━━ Extracted data

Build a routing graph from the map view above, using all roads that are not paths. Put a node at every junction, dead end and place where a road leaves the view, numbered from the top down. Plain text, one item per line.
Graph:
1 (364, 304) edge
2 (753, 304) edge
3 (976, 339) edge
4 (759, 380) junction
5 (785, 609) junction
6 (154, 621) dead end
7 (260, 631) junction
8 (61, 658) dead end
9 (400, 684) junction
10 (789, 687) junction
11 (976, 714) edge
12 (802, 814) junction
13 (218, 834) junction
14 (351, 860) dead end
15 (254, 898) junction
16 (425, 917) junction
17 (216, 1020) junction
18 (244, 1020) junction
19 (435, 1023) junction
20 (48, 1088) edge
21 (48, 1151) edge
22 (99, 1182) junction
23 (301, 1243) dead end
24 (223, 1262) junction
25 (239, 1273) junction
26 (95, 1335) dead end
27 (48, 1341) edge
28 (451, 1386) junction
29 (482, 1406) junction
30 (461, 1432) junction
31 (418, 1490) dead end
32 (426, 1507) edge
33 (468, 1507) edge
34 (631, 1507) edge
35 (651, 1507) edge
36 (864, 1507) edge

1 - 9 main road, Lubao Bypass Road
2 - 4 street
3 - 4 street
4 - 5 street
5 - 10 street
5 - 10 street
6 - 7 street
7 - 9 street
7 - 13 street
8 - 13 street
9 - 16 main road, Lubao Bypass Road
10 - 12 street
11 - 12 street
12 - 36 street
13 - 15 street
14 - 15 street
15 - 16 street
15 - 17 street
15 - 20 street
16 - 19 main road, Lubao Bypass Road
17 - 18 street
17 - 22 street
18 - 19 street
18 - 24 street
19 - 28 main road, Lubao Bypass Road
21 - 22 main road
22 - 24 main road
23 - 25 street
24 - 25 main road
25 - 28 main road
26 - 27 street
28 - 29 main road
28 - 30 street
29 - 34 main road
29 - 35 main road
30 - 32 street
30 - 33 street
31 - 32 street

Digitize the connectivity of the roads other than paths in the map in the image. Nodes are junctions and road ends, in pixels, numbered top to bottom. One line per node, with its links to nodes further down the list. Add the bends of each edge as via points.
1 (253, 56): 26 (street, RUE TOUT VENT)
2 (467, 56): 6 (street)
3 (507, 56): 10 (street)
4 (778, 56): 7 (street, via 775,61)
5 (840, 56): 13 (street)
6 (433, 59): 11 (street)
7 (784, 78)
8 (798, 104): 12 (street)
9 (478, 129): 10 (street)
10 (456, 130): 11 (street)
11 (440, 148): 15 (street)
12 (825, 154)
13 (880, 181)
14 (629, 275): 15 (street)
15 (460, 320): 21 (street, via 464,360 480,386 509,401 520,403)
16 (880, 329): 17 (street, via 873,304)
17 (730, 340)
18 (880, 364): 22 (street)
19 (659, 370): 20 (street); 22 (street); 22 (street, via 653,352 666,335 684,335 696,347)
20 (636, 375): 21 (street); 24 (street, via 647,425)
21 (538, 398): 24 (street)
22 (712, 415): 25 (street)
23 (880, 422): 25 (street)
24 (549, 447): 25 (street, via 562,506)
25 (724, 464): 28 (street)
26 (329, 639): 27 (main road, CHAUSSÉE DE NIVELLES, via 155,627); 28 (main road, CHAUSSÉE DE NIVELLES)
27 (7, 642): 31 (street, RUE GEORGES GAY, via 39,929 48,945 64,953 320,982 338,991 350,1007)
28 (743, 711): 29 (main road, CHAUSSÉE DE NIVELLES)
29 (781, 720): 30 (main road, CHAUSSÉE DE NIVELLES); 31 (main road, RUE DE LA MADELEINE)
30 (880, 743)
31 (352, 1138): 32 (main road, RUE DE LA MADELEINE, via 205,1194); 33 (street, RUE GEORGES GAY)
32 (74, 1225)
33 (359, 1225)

━━━━

Copy the records out again word for word.

Task response:
Build a routing graph from the map view above, using all roads that are not paths. Put a node at every junction, dead end and place where a road leaves the view, numbered from the top down. Plain text, one item per line.
Graph:
1 (364, 304) edge
2 (753, 304) edge
3 (976, 339) edge
4 (759, 380) junction
5 (785, 609) junction
6 (154, 621) dead end
7 (260, 631) junction
8 (61, 658) dead end
9 (400, 684) junction
10 (789, 687) junction
11 (976, 714) edge
12 (802, 814) junction
13 (218, 834) junction
14 (351, 860) dead end
15 (254, 898) junction
16 (425, 917) junction
17 (216, 1020) junction
18 (244, 1020) junction
19 (435, 1023) junction
20 (48, 1088) edge
21 (48, 1151) edge
22 (99, 1182) junction
23 (301, 1243) dead end
24 (223, 1262) junction
25 (239, 1273) junction
26 (95, 1335) dead end
27 (48, 1341) edge
28 (451, 1386) junction
29 (482, 1406) junction
30 (461, 1432) junction
31 (418, 1490) dead end
32 (426, 1507) edge
33 (468, 1507) edge
34 (631, 1507) edge
35 (651, 1507) edge
36 (864, 1507) edge

1 - 9 main road, Lubao Bypass Road
2 - 4 street
3 - 4 street
4 - 5 street
5 - 10 street
5 - 10 street
6 - 7 street
7 - 9 street
7 - 13 street
8 - 13 street
9 - 16 main road, Lubao Bypass Road
10 - 12 street
11 - 12 street
12 - 36 street
13 - 15 street
14 - 15 street
15 - 16 street
15 - 17 street
15 - 20 street
16 - 19 main road, Lubao Bypass Road
17 - 18 street
17 - 22 street
18 - 19 street
18 - 24 street
19 - 28 main road, Lubao Bypass Road
21 - 22 main road
22 - 24 main road
23 - 25 street
24 - 25 main road
25 - 28 main road
26 - 27 street
28 - 29 main road
28 - 30 street
29 - 34 main road
29 - 35 main road
30 - 32 street
30 - 33 street
31 - 32 street

Digitize the connectivity of the roads other than paths in the map in the image. Nodes are junctions and road ends, in pixels, numbered top to bottom. One line per node, with its links to nodes further down the list. Add the bends of each edge as via points.
1 (253, 56): 26 (street, RUE TOUT VENT)
2 (467, 56): 6 (street)
3 (507, 56): 10 (street)
4 (778, 56): 7 (street, via 775,61)
5 (840, 56): 13 (street)
6 (433, 59): 11 (street)
7 (784, 78)
8 (798, 104): 12 (street)
9 (478, 129): 10 (street)
10 (456, 130): 11 (street)
11 (440, 148): 15 (street)
12 (825, 154)
13 (880, 181)
14 (629, 275): 15 (street)
15 (460, 320): 21 (street, via 464,360 480,386 509,401 520,403)
16 (880, 329): 17 (street, via 873,304)
17 (730, 340)
18 (880, 364): 22 (street)
19 (659, 370): 20 (street); 22 (street); 22 (street, via 653,352 666,335 684,335 696,347)
20 (636, 375): 21 (street); 24 (street, via 647,425)
21 (538, 398): 24 (street)
22 (712, 415): 25 (street)
23 (880, 422): 25 (street)
24 (549, 447): 25 (street, via 562,506)
25 (724, 464): 28 (street)
26 (329, 639): 27 (main road, CHAUSSÉE DE NIVELLES, via 155,627); 28 (main road, CHAUSSÉE DE NIVELLES)
27 (7, 642): 31 (street, RUE GEORGES GAY, via 39,929 48,945 64,953 320,982 338,991 350,1007)
28 (743, 711): 29 (main road, CHAUSSÉE DE NIVELLES)
29 (781, 720): 30 (main road, CHAUSSÉE DE NIVELLES); 31 (main road, RUE DE LA MADELEINE)
30 (880, 743)
31 (352, 1138): 32 (main road, RUE DE LA MADELEINE, via 205,1194); 33 (street, RUE GEORGES GAY)
32 (74, 1225)
33 (359, 1225)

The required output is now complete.